The cofounder of string field theory, Kaku is the writer of several popular publications and has appeared on numerous television programs. His parents were both of Tibetan descent, and his grandfather immigrated to America for work in the clean-up efforts after the disastrous 1906 quake in San Francisco.
Kaku first became attracted to science as a young kid, and while a pupil at Cubberly High School in Palo Alto, he notoriously assembled an atom smasher in his parents’ garage. He was trained as an infantryman but spared fight when the Vietnam War finished soon before he was scheduled for deployment.
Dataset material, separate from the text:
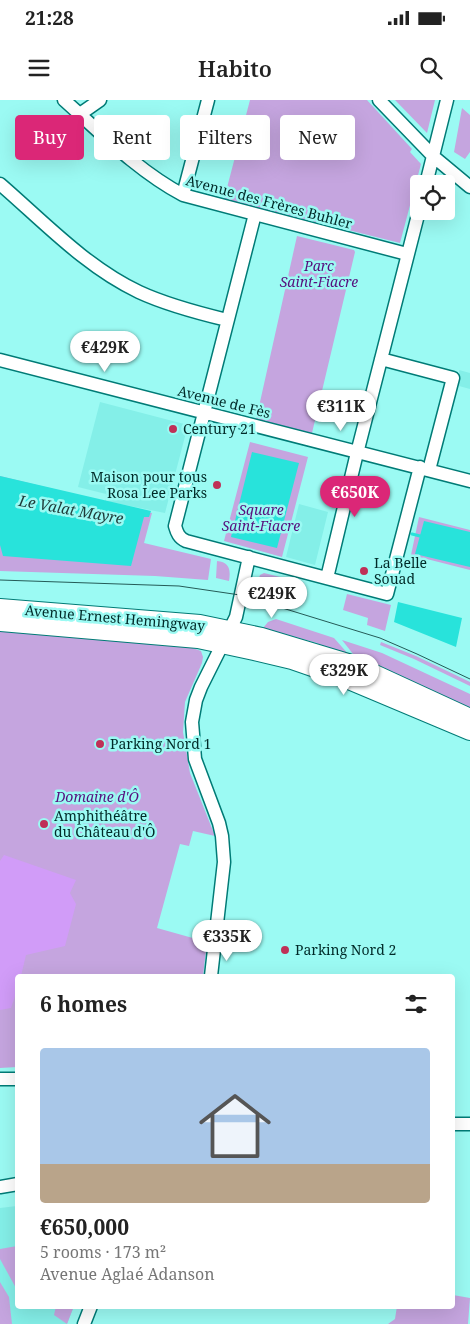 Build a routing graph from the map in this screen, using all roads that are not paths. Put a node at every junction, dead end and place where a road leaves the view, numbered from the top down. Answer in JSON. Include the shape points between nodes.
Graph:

Since finishing his own instruction, Kaku has spent nearly all his career teaching in the City College of New York, where he holds the Henry Semat Chair and Professorship in theoretical physics. Much of Kaku’s work was dedicated to your search for one unifying theory that will unify Albert Einstein’s earlier findings with quantum physics. His most notable contribution continues to be as among the cofounders of string field theory, a department of string theory.
Within his work and research, Kaku has authored more than 70 scientific articles along with several novels. In his printed work, Kaku has gone to great lengths to create physics more accessible to non-scientists. His first novel, Hyperspace, printed in 1994, was a New York Times bestseller plus among the best-selling science books of the entire year. Kaku’s attempts to popularize science have made him something of of star. Over time, he is appeared frequently about the BBC, Discovery, CNN as well as the History Channel, amongst others. Additionally, Kaku hosts the radio programs “Science Fantastic” and “Investigations in Science with Dr. Michio Kaku.” With his own wife, Shizue, he could be the dad of two daughters. The family resides in Nyc.